Student Debt: More Than Half of Student Loan Borrowers Will Cut Retirement Contributions Now That Payments Have Resumed

A graduation cap and a rolled up diploma rest on top of a stack of one hundred dollar bills bundled by a $10,000 wrapper.
DNY59 / Getty Images/iStockphoto

Federal student loan borrowers had a prime opportunity to build up their retirement savings during the payment pause that began in March 2020. The pause freed up more money for other things (including retirement) and a lot of borrowers took advantage. But the pause ended last month, meaning those same borrowers must now figure out how to deal with the extra expense — and many plan to cut retirement savings.

More than half (54%) of student loan borrowers say they will contribute less to their retirement savings due to the resumption of payments, according to a new survey of 1,000 U.S. adults conducted by FinanceBuzz. About 40 million Americans are impacted by student loans, and the resumption of payments will have a major impact on their monthly budgets.

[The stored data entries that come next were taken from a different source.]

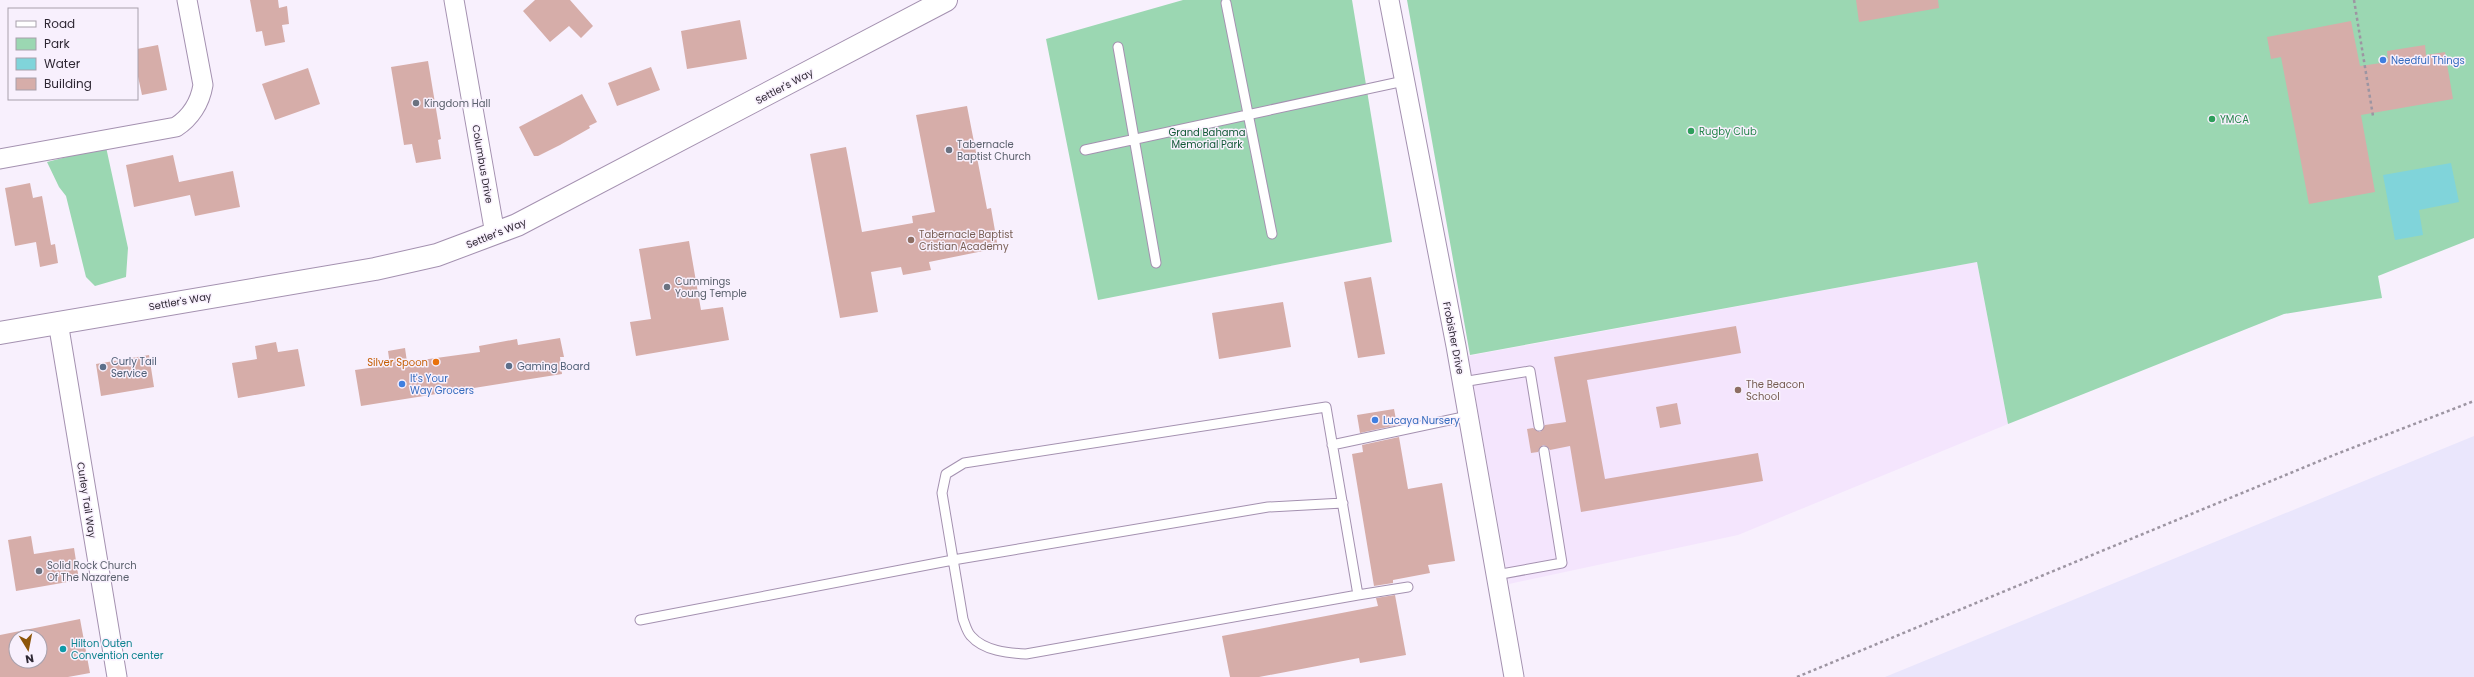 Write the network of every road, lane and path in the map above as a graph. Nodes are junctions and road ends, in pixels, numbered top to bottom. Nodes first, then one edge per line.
1 (187, 0) edge
2 (454, 0) edge
3 (946, 0) edge
4 (1388, 0) edge
5 (2354, 0) edge
6 (1226, 3) dead end
7 (1118, 47) dead end
8 (1404, 80) junction
9 (1248, 114) junction
10 (2373, 116) dead end
11 (1135, 140) junction
12 (1085, 150) dead end
13 (0, 159) edge
14 (495, 234) junction
15 (1272, 234) dead end
16 (1156, 263) dead end
17 (58, 322) junction
18 (0, 333) edge
19 (1462, 382) junction
20 (2474, 401) edge
21 (1468, 416) junction
22 (1539, 426) dead end
23 (1332, 445) junction
24 (1544, 451) dead end
25 (1342, 503) junction
26 (953, 560) junction
27 (1496, 574) junction
28 (1408, 587) dead end
29 (1358, 595) junction
30 (640, 620) dead end
31 (117, 677) edge
32 (1514, 677) edge
33 (1797, 677) edge

1 - 13 street
2 - 14 street, Columbus Drive
3 - 14 main road, Settler's Way
4 - 8 street, Frobisher Drive
5 - 10 path
6 - 9 lane
7 - 11 lane
8 - 9 lane
8 - 19 street, Frobisher Drive
9 - 11 lane
9 - 15 lane
11 - 12 lane
11 - 16 lane
14 - 17 main road, Settler's Way
17 - 18 main road, Settler's Way
17 - 31 street, Curley Tail Way
19 - 21 street, Frobisher Drive
19 - 22 lane
20 - 33 path
21 - 23 lane
21 - 27 street, Frobisher Drive
23 - 25 lane
23 - 26 lane
24 - 27 lane
25 - 26 lane
25 - 29 lane
26 - 29 lane
26 - 30 lane
27 - 32 street, Frobisher Drive
28 - 29 lane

The average student loan payment is a little more than $500 a month, according to an estimate earlier this year from the Education Data Initiative. The average borrower takes 20 years to repay their student loan debt, and the average student loan accrues $27,000 in interest alone over 20 years.

Although federal student loan borrowers are especially vulnerable to a pullback in retirement savings right now, they’re hardly the only Americans having a tough time building their nest eggs. The FinanceBuzz survey found that 53% of respondents feel they’re behind their peers when it comes to retirement savings.

Many Americans Afraid They’re Not Making Enough To Retire

About four in 10 Americans (41%) said they aren’t earning enough to save money for retirement, and a similar percentage cite recent inflation as a “roadblock” to retirement savings.

Are You Retirement Ready?

On average, survey respondents said they hope to retire at age 60, though that number rises to 65 among baby boomers — many of whom have already reached their 65th birthdays. Gen Zers hope to leave the workforce by age 56 on average. Across the board, Americans think they will actually retire between ages 63 and 67.

A little less than one-quarter (23%) of respondents said they started saving for retirement in their 20s, while about the same percentage (22%) started saving in their 30s.

One of the more worrisome findings is that more one-quarter of Americans (28%) haven’t started saving at all — including 44% of Gen Z respondents, a large portion of whom are now in their 20s.

Low income was cited as the biggest roadblock to more retirement savings, with 41% of respondents indicating as much. That’s well up from a couple of years ago, when a previous FinanceBuzz survey found that 29% of respondents encountered the same roadblock.

After inflation and insufficient income, credit card debt was cited as the third-biggest impediment to maximizing retirement savings.